Le printemps s'impose très fort cette année. La neige n'est plus tombée depuis un mois et demi - le peu qui est tombé cet hiver a fondu avant fin mars, et la pluie aussi est rare. Hier j'ai fait le tour de notre montagne en une bonne heure de marche, les pâturages sont étonnamment praticables pour la saison, je ne me suis embourbée qu'une fois. J'avais besoin de marcher pour avancer, me secouer un peu. Je suis partie fatiguée, hésitant à préférer une sieste à cette sortie dans le vent, mais je suis revenue apaisée et le pas léger comme si les quelques kilomètres que j'avais arpentés ne comptaient pas.
Les semaines continuent de passer sans que je trouve vraiment ma place. Je lis beaucoup et je pense surtout beaucoup, mais j'ai l'impression de ne plus rien faire, comme si le temps me jouait des tours maintenant que je ne lui cours plus après. Cela m'intrigue beaucoup, car j'ai essayé de mesurer le temps d'avant et le temps de maintenant en tâches tout-à-fait objectives, et je ne comprends pas: on dirait que j'ai complètement ralenti tout ce que je fais et pourtant je ne fais pas mieux. Je suis juste beaucoup plus tranquille, mais je ne dirais pas sereine; cette lenteur me gangrène d'une espèce de tristesse qui m'envahit par bouffées. J'essaie de pratiquer la pleine conscience, de savourer mes gestes et le moment et le lieu que je vis, mais autant ces moments me semblaient magiques quand je les arrachais à mon stress permanent d'un quotidien trop chargé, autant me les offrir maintenant dans la paix d'une journée organisée à ma guise me semble insipide et sans intérêt.
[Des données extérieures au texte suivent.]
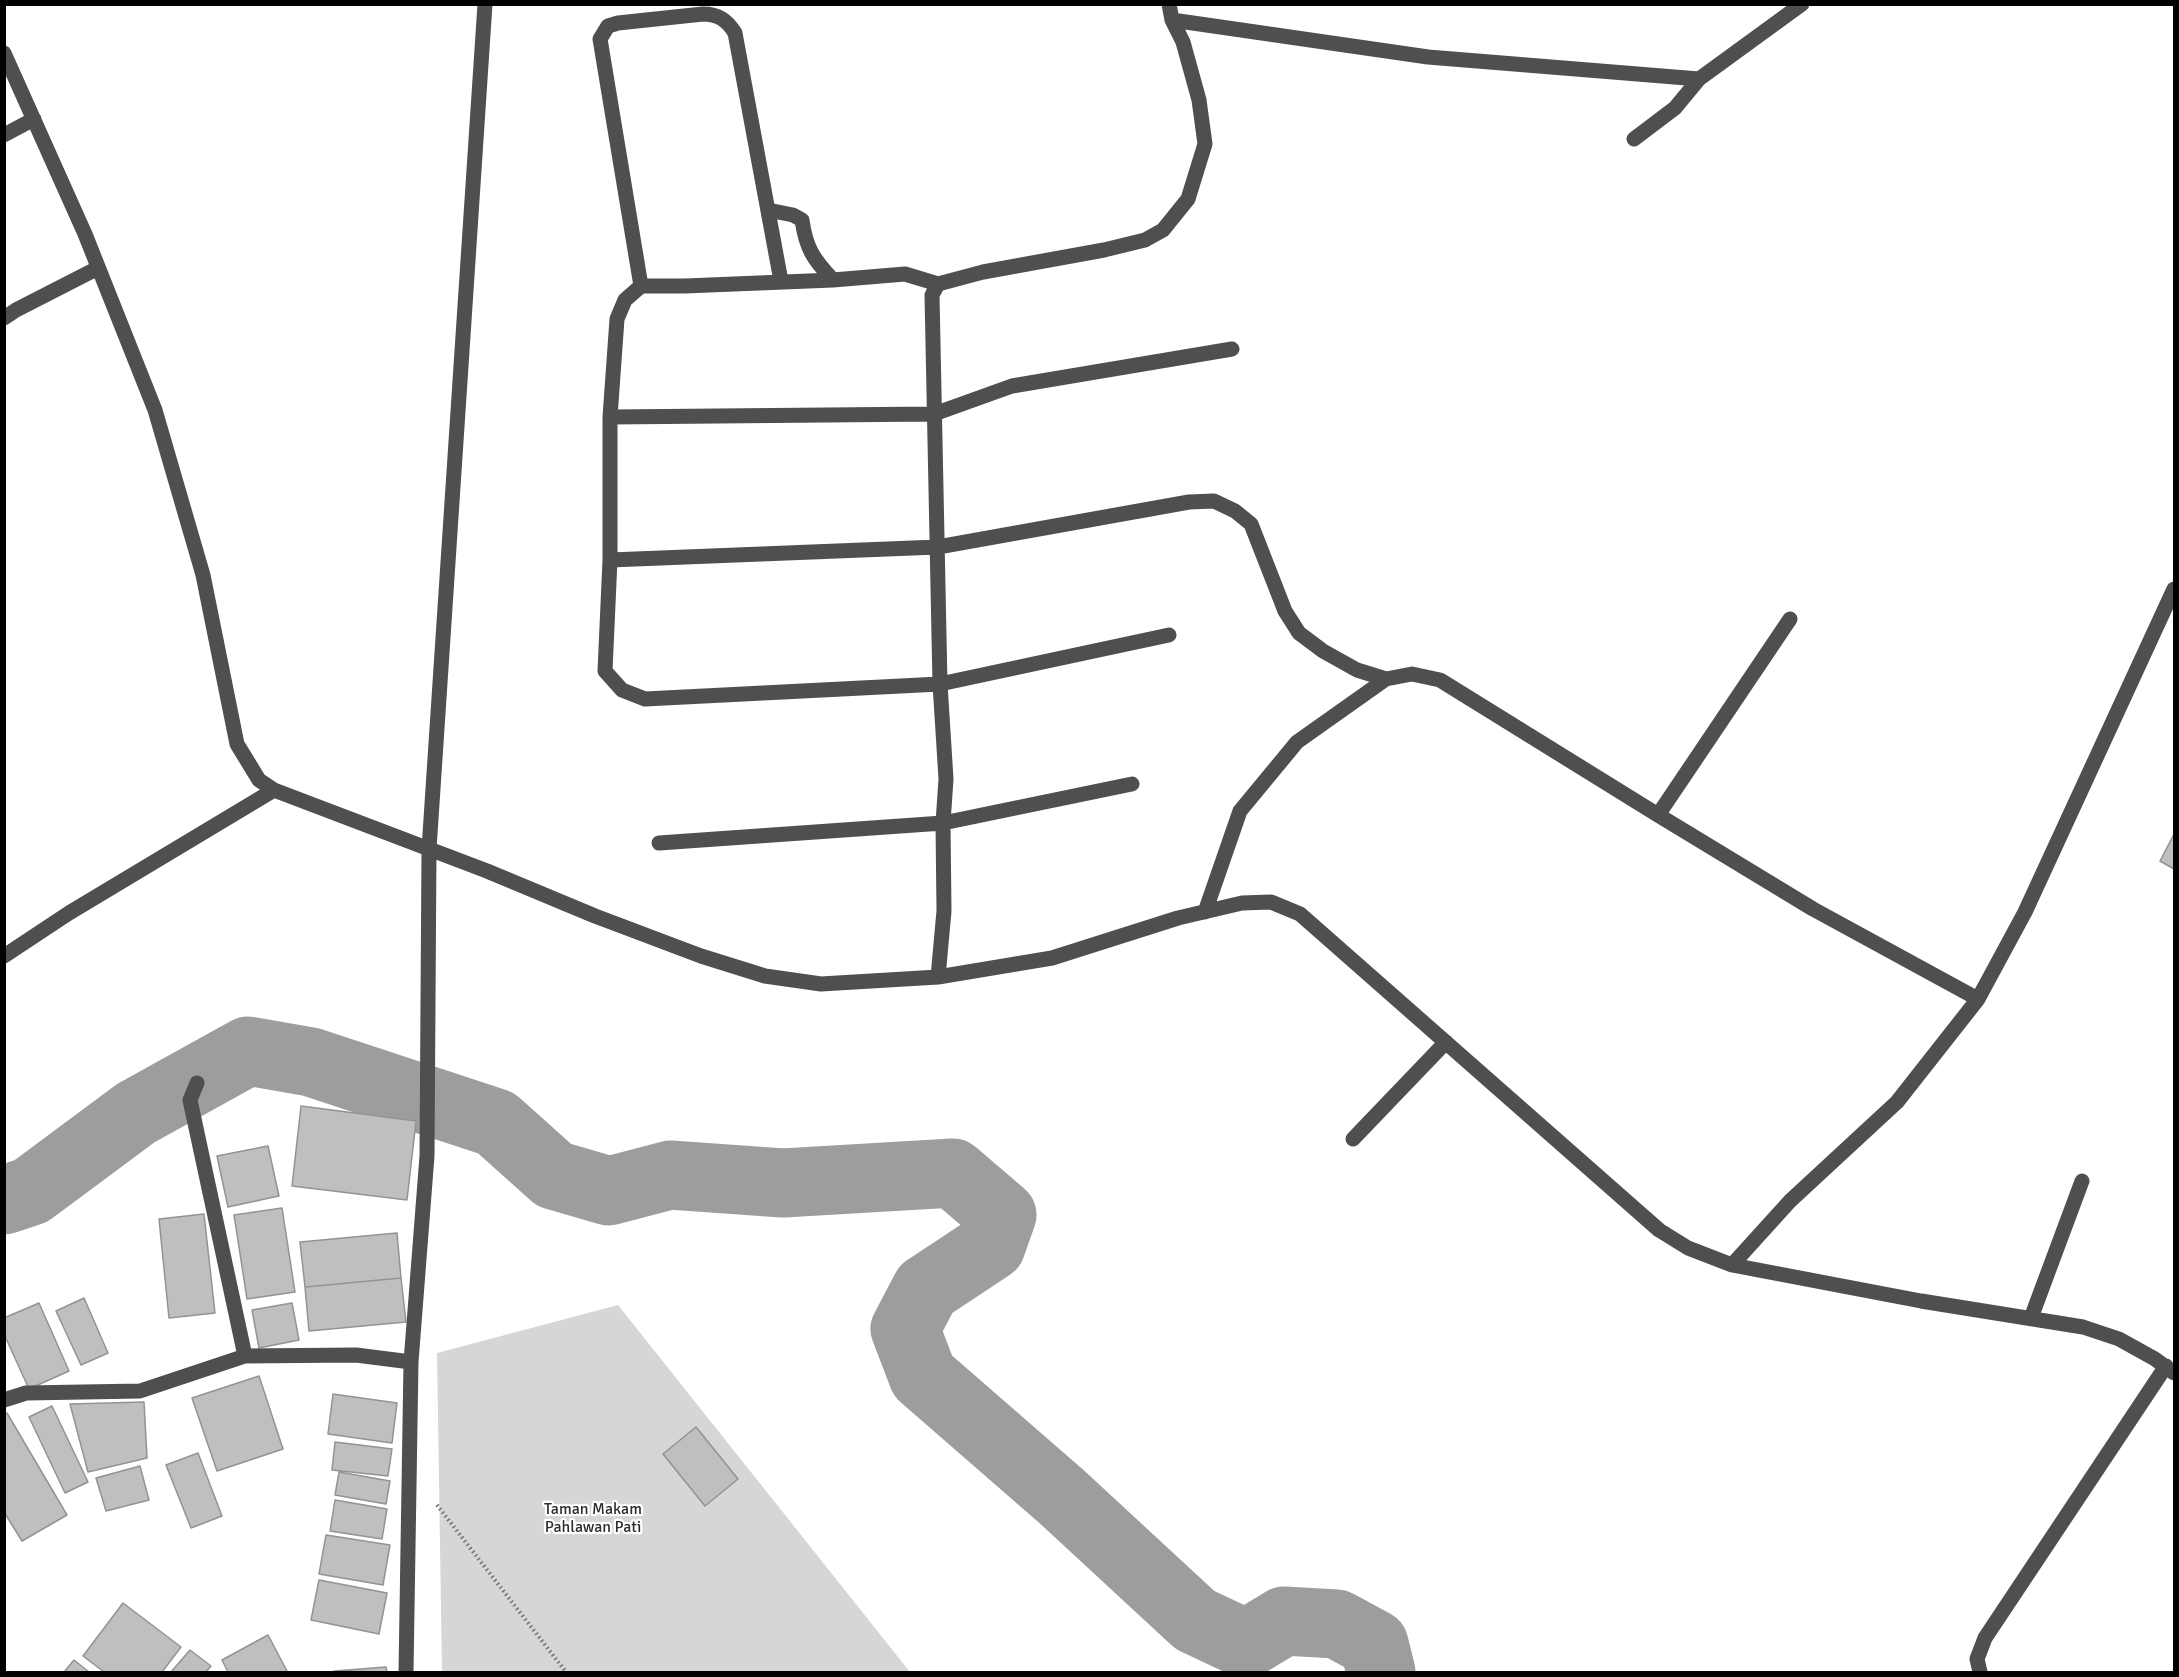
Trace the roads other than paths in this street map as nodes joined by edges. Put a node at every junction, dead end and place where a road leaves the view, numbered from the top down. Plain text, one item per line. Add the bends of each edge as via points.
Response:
1 (485, 4) edge
2 (1169, 4) edge
3 (1802, 4) edge
4 (1172, 20) junction
5 (4, 53) edge
6 (1699, 79) junction
7 (34, 119) junction
8 (4, 135) edge
9 (1634, 139) dead end
10 (768, 210) junction
11 (98, 268) junction
12 (833, 280) junction
13 (781, 281) junction
14 (938, 284) junction
15 (641, 286) junction
16 (4, 318) edge
17 (1232, 349) dead end
18 (934, 414) junction
19 (610, 417) junction
20 (938, 547) junction
21 (610, 560) junction
22 (2175, 589) edge
23 (1790, 619) dead end
24 (1169, 635) dead end
25 (1386, 679) junction
26 (940, 684) junction
27 (1132, 784) dead end
28 (274, 790) junction
29 (1658, 815) junction
30 (943, 823) junction
31 (658, 843) dead end
32 (429, 849) junction
33 (1205, 912) junction
34 (4, 956) edge
35 (938, 977) junction
36 (1977, 999) junction
37 (1446, 1042) junction
38 (197, 1083) dead end
39 (1353, 1139) dead end
40 (2082, 1181) dead end
41 (1732, 1265) junction
42 (2031, 1318) junction
43 (245, 1356) junction
44 (411, 1362) junction
45 (2170, 1370) edge
46 (4, 1400) edge
47 (406, 1672) edge
48 (1980, 1672) edge

1 - 32 street
2 - 4 street
3 - 6 street
4 - 6 street via 1428,57
4 - 14 street via 1183,42 1199,100 1205,144 1188,199 1163,230 1145,240 1104,250
5 - 7 street
6 - 9 street via 1675,108
7 - 8 street
7 - 11 street
10 - 12 street via 802,220 805,242 816,262
10 - 13 street
10 - 15 street via 735,33 730,25 716,15 703,14 608,26 600,39
11 - 16 street
11 - 28 street via 156,410 203,575 237,744 259,780
12 - 13 street
12 - 14 street via 905,274
13 - 15 street
14 - 18 street via 932,295
15 - 19 street via 625,300 617,319
17 - 18 street via 1012,386
18 - 19 street
18 - 20 street
19 - 21 street
20 - 21 street
20 - 25 street via 1214,501 1236,511 1251,524 1286,611 1299,633 1357,670
20 - 26 street
21 - 26 street via 605,671 622,690 645,699
22 - 36 street via 2025,912
23 - 29 street
24 - 26 street
25 - 29 street via 1412,674 1440,680
25 - 33 street via 1297,742 1239,811
26 - 30 street via 946,779
27 - 30 street
28 - 32 street
28 - 34 street
29 - 36 street via 1813,909
30 - 31 street
30 - 35 street via 944,911
32 - 35 street via 701,956 765,976 821,984
32 - 44 street via 427,1156
33 - 35 street via 1053,958
33 - 37 street via 1242,903 1271,902 1300,914
36 - 41 street via 1897,1102 1790,1201
37 - 39 street
37 - 41 street via 1659,1230 1688,1248
38 - 43 street via 190,1100
40 - 42 street
41 - 42 street
42 - 45 street via 2083,1326 2119,1339
43 - 44 street via 356,1355
43 - 46 street via 141,1391 26,1393
44 - 47 street
45 - 48 street via 1985,1638 1977,1659

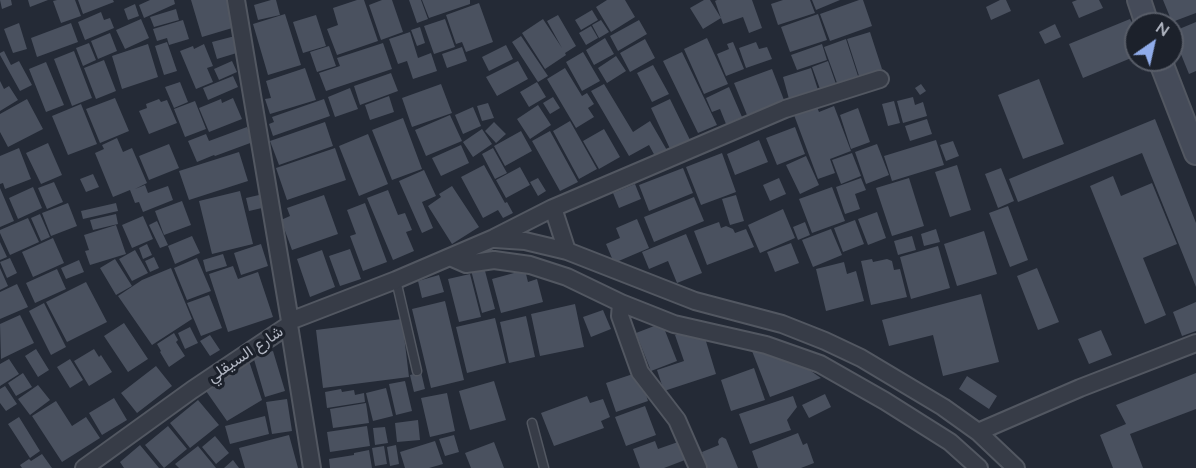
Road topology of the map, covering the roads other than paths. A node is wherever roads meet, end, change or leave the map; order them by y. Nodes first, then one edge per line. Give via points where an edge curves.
1 (236, 0) edge
2 (1165, 72) edge
3 (880, 79) dead end
4 (1196, 153) edge
5 (553, 208) junction
6 (494, 238) junction
7 (567, 251) junction
8 (450, 257) junction
9 (396, 280) junction
10 (621, 303) junction
11 (289, 323) junction
12 (1196, 343) edge
13 (417, 371) dead end
14 (532, 423) dead end
15 (978, 432) junction
16 (84, 468) edge
17 (312, 468) edge
18 (544, 468) edge
19 (698, 468) edge
20 (979, 468) edge
21 (1016, 468) edge

1 - 11 street
2 - 4 street
3 - 5 street via 785,109
5 - 6 street
5 - 7 street
6 - 7 street
6 - 8 street
7 - 15 street via 694,301 782,324 825,341 894,377
8 - 9 street
8 - 10 street via 466,264 494,260 530,264
9 - 11 street
9 - 13 lane
10 - 19 street via 620,316 640,372 677,420
10 - 20 street via 674,324 766,345 820,364 950,442
11 - 16 street, شارع السيقلي
11 - 17 street, شارع السيقلي
12 - 15 street
14 - 18 lane
15 - 21 street

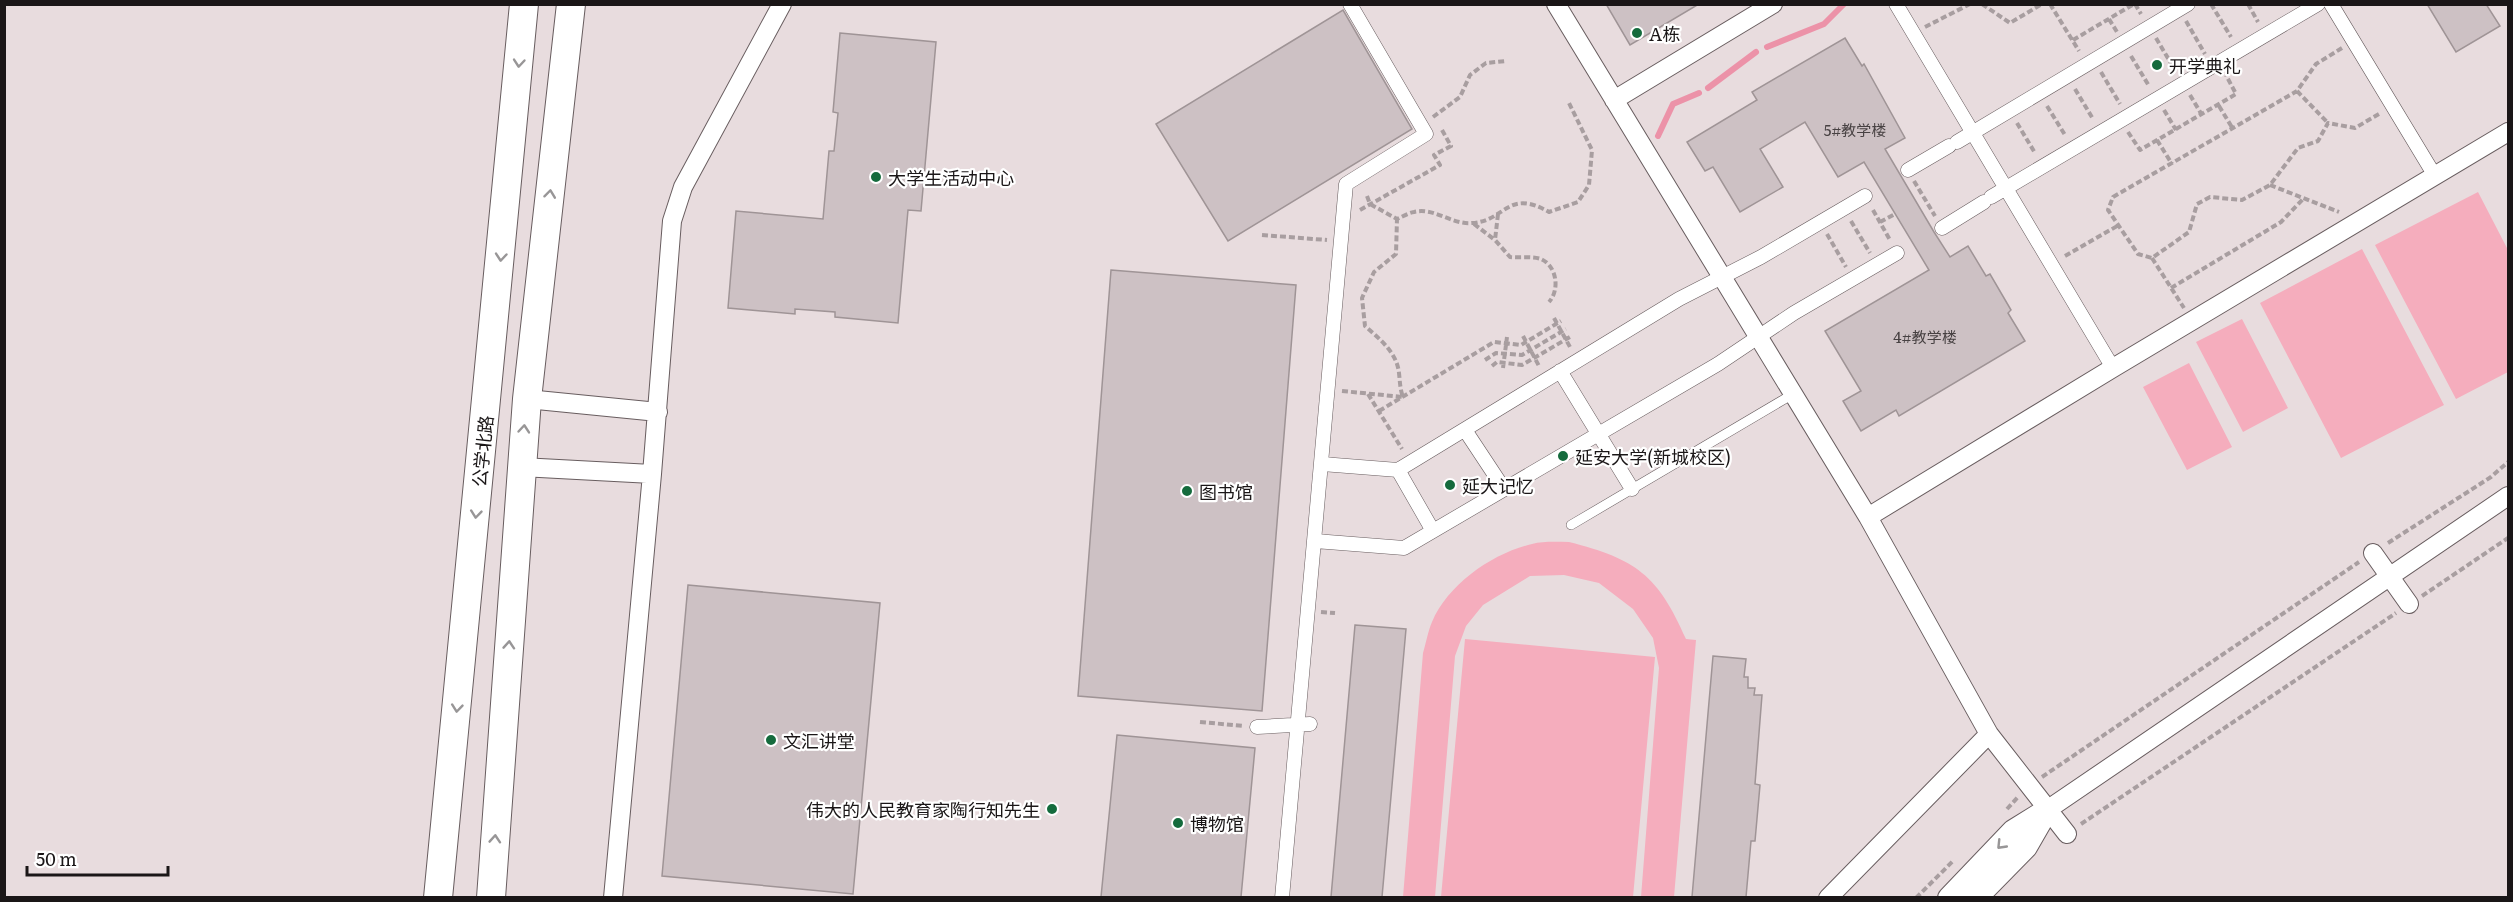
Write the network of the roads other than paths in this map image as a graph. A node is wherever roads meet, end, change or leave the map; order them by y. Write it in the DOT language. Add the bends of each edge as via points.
graph roads {
  1 [pos="525,4"];
  2 [pos="782,4"];
  3 [pos="1350,4"];
  4 [pos="1556,4"];
  5 [pos="1773,4"];
  6 [pos="1896,4"];
  7 [pos="2318,4"];
  8 [pos="2331,4"];
  9 [pos="2183,7"];
  10 [pos="572,9"];
  11 [pos="1614,100"];
  12 [pos="2508,132"];
  13 [pos="1972,133"];
  14 [pos="1908,170"];
  15 [pos="2435,176"];
  16 [pos="2006,188"];
  17 [pos="1865,196"];
  18 [pos="1942,228"];
  19 [pos="1897,253"];
  20 [pos="1722,277"];
  21 [pos="1758,336"];
  22 [pos="2113,368"];
  23 [pos="1560,372"];
  24 [pos="1793,394"];
  25 [pos="527,399"];
  26 [pos="658,412"];
  27 [pos="1465,430"];
  28 [pos="1598,434"];
  29 [pos="1322,464"];
  30 [pos="521,467"];
  31 [pos="1398,470"];
  32 [pos="652,474"];
  33 [pos="1504,489"];
  34 [pos="1632,489"];
  35 [pos="2508,496"];
  36 [pos="1868,518"];
  37 [pos="1571,525"];
  38 [pos="1434,531"];
  39 [pos="1315,541"];
  40 [pos="2373,553"];
  41 [pos="2391,578"];
  42 [pos="2409,604"];
  43 [pos="1304,724"];
  44 [pos="1257,727"];
  45 [pos="1989,734"];
  46 [pos="2047,810"];
  47 [pos="2067,834"];
  48 [pos="438,897"];
  49 [pos="491,897"];
  50 [pos="614,897"];
  51 [pos="1282,897"];
  52 [pos="1828,897"];
  53 [pos="1949,897"];
  54 [pos="1976,897"];
  1 -- 48 [label="main road, 公学北路, one-way"];
  2 -- 26 [label="street" via="683,187 672,221"];
  3 -- 29 [label="street" via="1425,134 1346,184"];
  4 -- 11 [label="street"];
  5 -- 11 [label="street"];
  6 -- 13 [label="street"];
  7 -- 16 [label="street"];
  8 -- 15 [label="street"];
  9 -- 13 [label="street"];
  25 -- 10 [label="main road, one-way"];
  11 -- 20 [label="street"];
  12 -- 15 [label="street"];
  13 -- 14 [label="street"];
  13 -- 16 [label="street"];
  15 -- 22 [label="street"];
  16 -- 18 [label="street"];
  16 -- 22 [label="street"];
  17 -- 20 [label="street"];
  19 -- 21 [label="street"];
  20 -- 21 [label="street"];
  20 -- 23 [label="street"];
  21 -- 24 [label="street"];
  21 -- 28 [label="street"];
  22 -- 36 [label="street"];
  23 -- 27 [label="street"];
  23 -- 28 [label="street"];
  24 -- 34 [label="lane"];
  24 -- 36 [label="street"];
  25 -- 26 [label="street"];
  30 -- 25 [label="main road, one-way"];
  26 -- 32 [label="street"];
  27 -- 31 [label="street"];
  27 -- 33 [label="street"];
  28 -- 33 [label="street"];
  28 -- 34 [label="street"];
  29 -- 31 [label="street"];
  29 -- 39 [label="street"];
  30 -- 32 [label="street"];
  49 -- 30 [label="main road, one-way"];
  31 -- 38 [label="street"];
  32 -- 50 [label="street"];
  33 -- 38 [label="street"];
  34 -- 37 [label="lane"];
  35 -- 41 [label="street"];
  36 -- 45 [label="street"];
  38 -- 39 [label="street" via="1404,548"];
  39 -- 43 [label="street"];
  40 -- 41 [label="street"];
  41 -- 42 [label="street"];
  41 -- 46 [label="street"];
  43 -- 44 [label="street"];
  43 -- 51 [label="street"];
  45 -- 46 [label="street"];
  45 -- 52 [label="street"];
  46 -- 47 [label="street"];
  46 -- 53 [label="street, one-way" via="2013,831"];
  46 -- 54 [label="street" via="2026,847"];
}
Je suis mal dans mon identité dont je réalise combien je l'avais construite dans le regard de l'autre (ou ce que j'imaginais être le regard de l'autre). Je suis face à moi-même comme jamais. Et je ne sais pas quoi en faire. C'est une expérience intéressante en tout cas, qui me donne une petite idée de combien nos perceptions sont subjectives. Y compris peut-être celles de l'espace et du temps.
Le retour du printemps fait écho aussi à mes violents états d'âme de l'an passé. Et j'ai fait du nettoyage, du vide greniers pour m'alléger encore de certains rêves qui ne se réaliseront plus, cet idéal de 3e enfant dont la folie me saute aux yeux après coup. Quoique, si nous n'avions pas repoussé ce projet fin 2006, je n'aurais pas compensé dans mon renouvellement professionnel avec formation continue et tout ce qui a suivi par enchaînement d'opportunités et de tournants parfaitement assumés... mais incompatibles avec une maternité de plus. Mais peu importe, on ne reviendra pas en arrière. Et élever les 2 premiers m'occupe bien assez sur l'axe "famille" de mon quotidien.